THE BLOG
01/16/2015 02:27 pm ET Updated Mar 18, 2015

Last Year, America Discovered Race. Now What?

2014 was the year the U.S. discovered that race is still an issue in this allegedly "color-blind" society, among other things. It's become so obvious that it even got noticed during last Sunday's Golden Globe Awards, when co-host Tina Fey got one of the biggest laughs of the night by noting that "the movie Selma is about the American civil rights movement -- that totally worked and now everything's fine."

We're finally starting to notice that everything is not fine.

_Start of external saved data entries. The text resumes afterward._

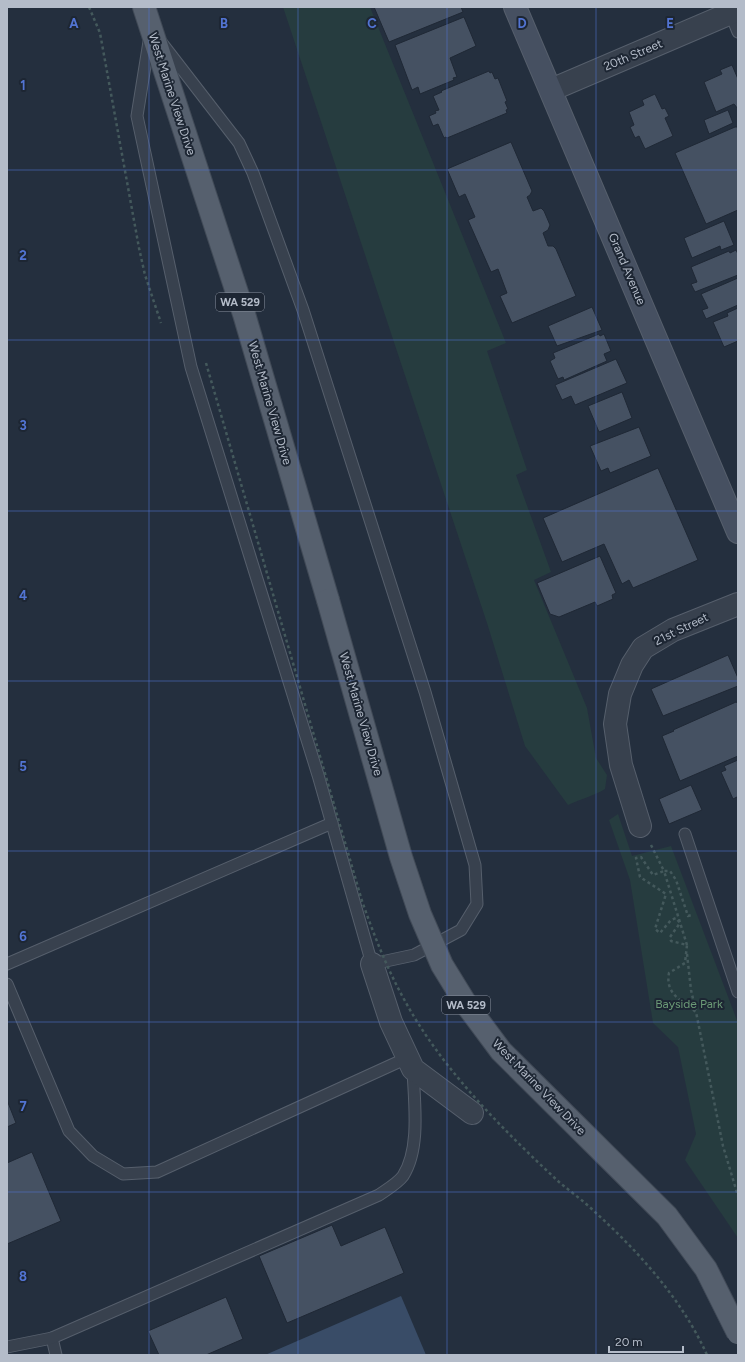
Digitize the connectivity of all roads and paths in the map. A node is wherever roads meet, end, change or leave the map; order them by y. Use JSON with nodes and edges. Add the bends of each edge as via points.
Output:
{"nodes":[{"id":1,"x":89,"y":7,"type":"edge"},
{"id":2,"x":144,"y":7,"type":"edge"},
{"id":3,"x":515,"y":7,"type":"edge"},
{"id":4,"x":733,"y":16,"type":"edge"},
{"id":5,"x":151,"y":29,"type":"junction"},
{"id":6,"x":551,"y":90,"type":"junction"},
{"id":7,"x":162,"y":326,"type":"dead end"},
{"id":8,"x":738,"y":532,"type":"edge"},
{"id":9,"x":738,"y":604,"type":"edge"},
{"id":10,"x":332,"y":823,"type":"junction"},
{"id":11,"x":640,"y":826,"type":"joint"},
{"id":12,"x":685,"y":834,"type":"dead end"},
{"id":13,"x":664,"y":871,"type":"junction"},
{"id":14,"x":688,"y":916,"type":"dead end"},
{"id":15,"x":680,"y":923,"type":"junction"},
{"id":16,"x":687,"y":945,"type":"junction"},
{"id":17,"x":7,"y":964,"type":"edge"},
{"id":18,"x":372,"y":964,"type":"junction"},
{"id":19,"x":7,"y":984,"type":"edge"},
{"id":20,"x":738,"y":992,"type":"edge"},
{"id":21,"x":696,"y":1012,"type":"junction"},
{"id":22,"x":410,"y":1063,"type":"junction"},
{"id":23,"x":472,"y":1113,"type":"dead end"},
{"id":24,"x":738,"y":1196,"type":"edge"},
{"id":25,"x":738,"y":1333,"type":"edge"},
{"id":26,"x":52,"y":1338,"type":"junction"},
{"id":27,"x":7,"y":1347,"type":"edge"},
{"id":28,"x":56,"y":1355,"type":"edge"}],
"edges":[{"from":1,"to":7,"type":"path","via":[[100,33],[145,275]]},
{"from":2,"to":5,"type":"main road","name":"West Marine View Drive","number":"WA 529"},
{"from":3,"to":6,"type":"street","name":"Grand Avenue"},
{"from":4,"to":6,"type":"street","name":"20th Street"},
{"from":5,"to":10,"type":"lane","via":[[137,116],[191,366]]},
{"from":5,"to":18,"type":"lane","via":[[239,143],[253,173],[306,318],[425,692],[475,865],[477,904],[461,930],[414,955]]},
{"from":5,"to":25,"type":"main road","name":"West Marine View Drive","number":"WA 529","bridge":true,"via":[[244,314],[401,857],[420,914],[442,965],[500,1051],[667,1216],[706,1269]]},
{"from":6,"to":8,"type":"street","name":"Grand Avenue"},
{"from":9,"to":11,"type":"street","name":"21st Street","via":[[673,630],[643,648],[632,665],[620,694],[615,724],[621,765]]},
{"from":10,"to":17,"type":"lane"},
{"from":10,"to":18,"type":"lane"},
{"from":11,"to":13,"type":"path"},
{"from":12,"to":20,"type":"lane"},
{"from":13,"to":14,"type":"path","via":[[670,871],[676,880]]},
{"from":13,"to":15,"type":"path"},
{"from":13,"to":15,"type":"path","via":[[653,875],[641,857],[636,858],[640,877],[666,894],[655,929],[660,933],[670,920],[676,918]]},
{"from":15,"to":16,"type":"path"},
{"from":15,"to":16,"type":"path","via":[[670,937],[671,941]]},
{"from":16,"to":21,"type":"path","via":[[691,990]]},
{"from":16,"to":21,"type":"path","via":[[685,963],[669,972],[667,984],[672,993]]},
{"from":18,"to":22,"type":"street","via":[[391,1022]]},
{"from":19,"to":22,"type":"lane","via":[[69,1131],[93,1156],[123,1174],[157,1172]]},
{"from":21,"to":24,"type":"path","via":[[719,1131]]},
{"from":22,"to":23,"type":"street"},
{"from":22,"to":26,"type":"lane","via":[[414,1128],[412,1154],[403,1177],[379,1195]]},
{"from":26,"to":27,"type":"lane"},
{"from":26,"to":28,"type":"lane"}]}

Just to speak the names of Eric Garner, Michael Brown, Trayvon Martin and Tamir Rice says more about pain and injustice than we should ever need to say, but these tragedies represent just the tip of the proverbial iceberg. Despite some recent gestures toward penal reform, the United States incarcerates a higher proportion of our blacks than apartheid South Africa did. And when New York City Mayor Bill de Blasio dared to say that he felt the need to counsel his mixed-race son to be extra careful in encounters with the police, NYPD officers responded with repeated shows of blatant disrespect.

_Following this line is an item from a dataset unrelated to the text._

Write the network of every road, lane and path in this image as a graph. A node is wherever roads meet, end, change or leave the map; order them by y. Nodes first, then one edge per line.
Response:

Although the unemployment rate is lower today than in recent years, that positive statistic masks some grim trends. Job growth has been fueled in part by some workers trading good-paying jobs lost during the recession for lower-paying positions that are all they can find today.

This has no doubt contributed to our ongoing racial wealth gap, which remains stubbornly entrenched. For every dollar of wealth a white family has, the median Asian family has about 81 cents (a figure that masks pockets of real poverty within some Asian communities), the median Latino family has 7 cents and the median black family has less than 6 cents.

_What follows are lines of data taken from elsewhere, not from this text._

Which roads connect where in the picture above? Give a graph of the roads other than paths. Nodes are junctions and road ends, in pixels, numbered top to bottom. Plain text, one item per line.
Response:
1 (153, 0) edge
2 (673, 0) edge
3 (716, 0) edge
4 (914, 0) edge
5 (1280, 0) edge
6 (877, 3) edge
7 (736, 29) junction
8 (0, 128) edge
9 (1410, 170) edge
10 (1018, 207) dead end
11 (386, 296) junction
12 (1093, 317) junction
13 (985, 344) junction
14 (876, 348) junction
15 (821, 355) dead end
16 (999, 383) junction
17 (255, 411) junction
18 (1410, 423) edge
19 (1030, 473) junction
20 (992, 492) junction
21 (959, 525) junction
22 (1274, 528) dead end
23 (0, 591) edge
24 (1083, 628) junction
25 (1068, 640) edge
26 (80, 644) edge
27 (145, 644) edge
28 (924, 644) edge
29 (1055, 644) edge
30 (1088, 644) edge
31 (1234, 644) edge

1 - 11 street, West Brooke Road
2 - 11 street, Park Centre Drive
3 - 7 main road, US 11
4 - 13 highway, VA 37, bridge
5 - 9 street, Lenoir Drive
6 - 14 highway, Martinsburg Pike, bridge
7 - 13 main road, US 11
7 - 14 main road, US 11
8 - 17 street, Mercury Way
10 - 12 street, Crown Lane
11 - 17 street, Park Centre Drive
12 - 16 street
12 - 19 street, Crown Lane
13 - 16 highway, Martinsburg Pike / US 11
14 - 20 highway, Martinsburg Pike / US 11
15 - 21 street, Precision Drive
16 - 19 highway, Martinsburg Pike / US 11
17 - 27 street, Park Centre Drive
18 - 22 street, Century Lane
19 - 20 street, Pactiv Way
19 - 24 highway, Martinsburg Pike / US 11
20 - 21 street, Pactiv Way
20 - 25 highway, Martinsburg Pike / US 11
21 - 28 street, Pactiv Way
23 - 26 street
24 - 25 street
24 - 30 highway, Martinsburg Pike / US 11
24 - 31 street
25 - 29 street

Questions of race also hit the NBA, where league officials struggled to clean up the mess created by the offensive comments of Donald Sterling, who owned the L.A. Clippers.

And questions of race and diversity finally caught the attention of Silicon Valley, where women, blacks and Latinos continue to make up a shockingly small percentage of the workforce, particularly in tech-related positions, management and the executive suite. We finally got a taste of what's really going on when Laszlo Bock, Google's S.V.P. of People Operations, told Gwen Ifill on the PBS NewsHour, "We like people who are like us, who watch the same shows, who like the same food, who have the same backgrounds. So we bring this unconscious bias to everything we do."

At least he was honest about it. And being honest about these unconscious biases is an essential first step toward remedying them.

If the recent controversies around police shootings have taught us anything, it's that we can't be afraid to tackle the racial and ethnic implications of America's problems -- or their solutions.

Happily, I see glimmers of hope. Thanks to the Affordable Care Act, more Americans of all demographic groups now have health insurance. And while black and Latino uninsured rates remain far higher than whites', the gap is narrowing. From the end of 2013 to the end of 2014, the overall uninsured rate dropped by 4.2 percentage points, while the uninsured rate for Latinos dropped by 6.3 points and the uninsured rate for African Americans dropped a full seven points. That very happy news deserves more attention than it's gotten.

I'm glad to say that my own state of California has led the way in aggressively and effectively implementing Obamacare, dropping our uninsured rate by half in the first year. Because health is so important to everything we do, this sort of progress will impact the racial wealth gap over time.

So will something else my state is doing. While there's been some national news coverage of California's laws to combat climate change and promote clean energy, there's more to these policies than most people know. An important feature of California's climate law guarantees that a quarter of carbon fees collected from industrial polluters will go to projects that uplift disadvantaged communities -- cutting pollution, promoting clean energy, helping consumers, and bringing jobs and investment to neighborhoods that need both, often neighborhoods populated by people of color that for too long were used as toxic dumping grounds.

These positive models point the way. They can lead us away from the bad old days of "redlining" -- deliberate disinvestment from communities of color -- to what we call "greenlining": a conscious effort to bring opportunity, investment and justice to those long-ignored communities. The question for America in 2015 is: Do we have the will to do it?